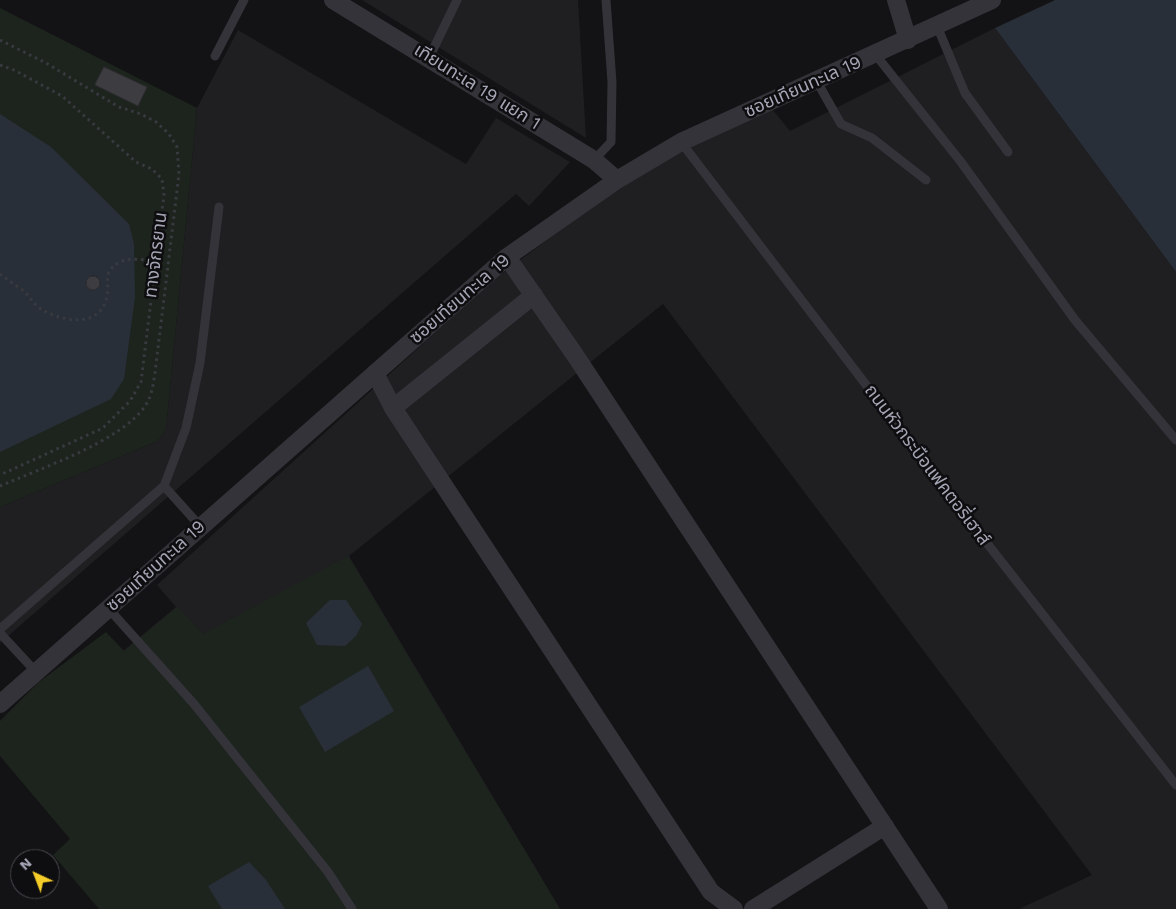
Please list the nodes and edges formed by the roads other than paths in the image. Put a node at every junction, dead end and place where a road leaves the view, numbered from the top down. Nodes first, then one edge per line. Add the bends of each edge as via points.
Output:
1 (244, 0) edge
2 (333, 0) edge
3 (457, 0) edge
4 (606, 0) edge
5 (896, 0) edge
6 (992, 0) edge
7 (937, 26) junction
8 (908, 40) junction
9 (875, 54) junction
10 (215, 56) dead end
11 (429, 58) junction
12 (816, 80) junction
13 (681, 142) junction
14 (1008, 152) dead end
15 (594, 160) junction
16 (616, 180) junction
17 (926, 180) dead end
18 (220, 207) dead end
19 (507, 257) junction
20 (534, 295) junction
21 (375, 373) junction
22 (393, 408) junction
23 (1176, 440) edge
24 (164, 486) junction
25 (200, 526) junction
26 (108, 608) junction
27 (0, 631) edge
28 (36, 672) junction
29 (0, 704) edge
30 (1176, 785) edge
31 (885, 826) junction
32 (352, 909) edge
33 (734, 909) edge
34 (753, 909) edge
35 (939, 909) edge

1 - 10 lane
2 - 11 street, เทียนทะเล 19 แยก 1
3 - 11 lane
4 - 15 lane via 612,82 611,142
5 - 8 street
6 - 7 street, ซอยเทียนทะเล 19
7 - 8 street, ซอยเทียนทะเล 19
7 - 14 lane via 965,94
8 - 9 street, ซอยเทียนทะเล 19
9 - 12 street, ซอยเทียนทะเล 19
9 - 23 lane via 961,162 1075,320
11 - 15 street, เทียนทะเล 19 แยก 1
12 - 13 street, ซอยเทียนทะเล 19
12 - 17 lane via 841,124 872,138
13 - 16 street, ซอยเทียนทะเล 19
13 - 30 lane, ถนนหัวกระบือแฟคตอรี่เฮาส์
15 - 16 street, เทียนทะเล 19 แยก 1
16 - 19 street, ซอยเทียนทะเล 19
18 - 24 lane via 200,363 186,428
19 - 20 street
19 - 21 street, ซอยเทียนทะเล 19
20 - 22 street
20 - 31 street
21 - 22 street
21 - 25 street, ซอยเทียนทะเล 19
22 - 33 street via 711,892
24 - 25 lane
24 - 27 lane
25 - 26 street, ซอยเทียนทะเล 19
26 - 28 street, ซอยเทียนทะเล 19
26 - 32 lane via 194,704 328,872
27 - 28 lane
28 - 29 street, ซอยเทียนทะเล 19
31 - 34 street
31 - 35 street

==

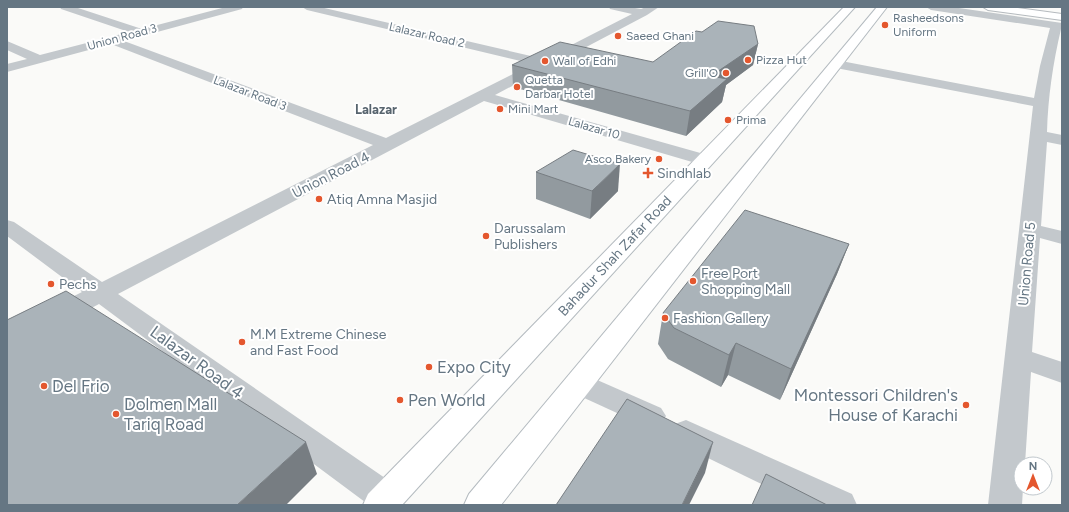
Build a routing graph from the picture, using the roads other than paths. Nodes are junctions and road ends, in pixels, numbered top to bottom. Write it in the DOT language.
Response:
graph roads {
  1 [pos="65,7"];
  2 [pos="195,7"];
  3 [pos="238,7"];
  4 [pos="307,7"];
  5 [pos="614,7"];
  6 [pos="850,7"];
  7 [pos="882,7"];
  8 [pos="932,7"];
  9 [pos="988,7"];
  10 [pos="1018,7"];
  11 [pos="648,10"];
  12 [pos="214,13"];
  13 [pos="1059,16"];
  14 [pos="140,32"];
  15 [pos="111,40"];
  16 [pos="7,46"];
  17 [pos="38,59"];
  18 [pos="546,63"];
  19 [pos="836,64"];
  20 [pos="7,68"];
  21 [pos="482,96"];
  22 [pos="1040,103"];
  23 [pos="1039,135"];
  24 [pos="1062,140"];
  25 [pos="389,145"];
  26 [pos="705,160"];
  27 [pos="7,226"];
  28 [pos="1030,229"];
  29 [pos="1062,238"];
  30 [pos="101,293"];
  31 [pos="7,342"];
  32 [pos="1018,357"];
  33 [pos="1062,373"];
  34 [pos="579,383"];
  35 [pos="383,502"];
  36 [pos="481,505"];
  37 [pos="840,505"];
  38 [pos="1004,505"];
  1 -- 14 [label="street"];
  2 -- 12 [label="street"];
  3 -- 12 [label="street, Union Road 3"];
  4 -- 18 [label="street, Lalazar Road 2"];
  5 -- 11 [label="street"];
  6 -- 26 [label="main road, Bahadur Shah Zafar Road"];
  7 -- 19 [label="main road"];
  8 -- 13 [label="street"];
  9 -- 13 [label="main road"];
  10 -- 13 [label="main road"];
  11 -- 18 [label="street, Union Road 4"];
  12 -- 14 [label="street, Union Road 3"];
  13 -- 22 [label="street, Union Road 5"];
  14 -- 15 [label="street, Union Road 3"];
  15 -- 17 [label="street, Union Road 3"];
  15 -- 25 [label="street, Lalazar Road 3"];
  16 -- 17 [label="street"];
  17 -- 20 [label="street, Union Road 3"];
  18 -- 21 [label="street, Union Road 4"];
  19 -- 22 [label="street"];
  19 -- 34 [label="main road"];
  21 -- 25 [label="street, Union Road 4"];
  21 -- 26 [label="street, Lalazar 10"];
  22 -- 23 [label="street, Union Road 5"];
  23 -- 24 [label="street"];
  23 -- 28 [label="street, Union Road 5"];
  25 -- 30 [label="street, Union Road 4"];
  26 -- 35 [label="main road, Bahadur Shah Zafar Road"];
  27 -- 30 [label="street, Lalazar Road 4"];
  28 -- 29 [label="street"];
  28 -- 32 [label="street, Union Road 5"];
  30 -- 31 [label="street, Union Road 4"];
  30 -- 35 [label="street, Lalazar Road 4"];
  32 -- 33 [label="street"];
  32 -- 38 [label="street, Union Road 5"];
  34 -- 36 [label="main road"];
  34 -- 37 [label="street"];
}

■ GOAL OF THE EXERCISE
Every line of the listing that includes "paths" must be shown.

■ ANSWER
Please list the nodes and edges formed by the roads other than paths in the image. Put a node at every junction, dead end and place where a road leaves the view, numbered from the top down. Nodes first, then one edge per line. Add the bends of each edge as via points.
Build a routing graph from the picture, using the roads other than paths. Nodes are junctions and road ends, in pixels, numbered top to bottom. Write it in the DOT language.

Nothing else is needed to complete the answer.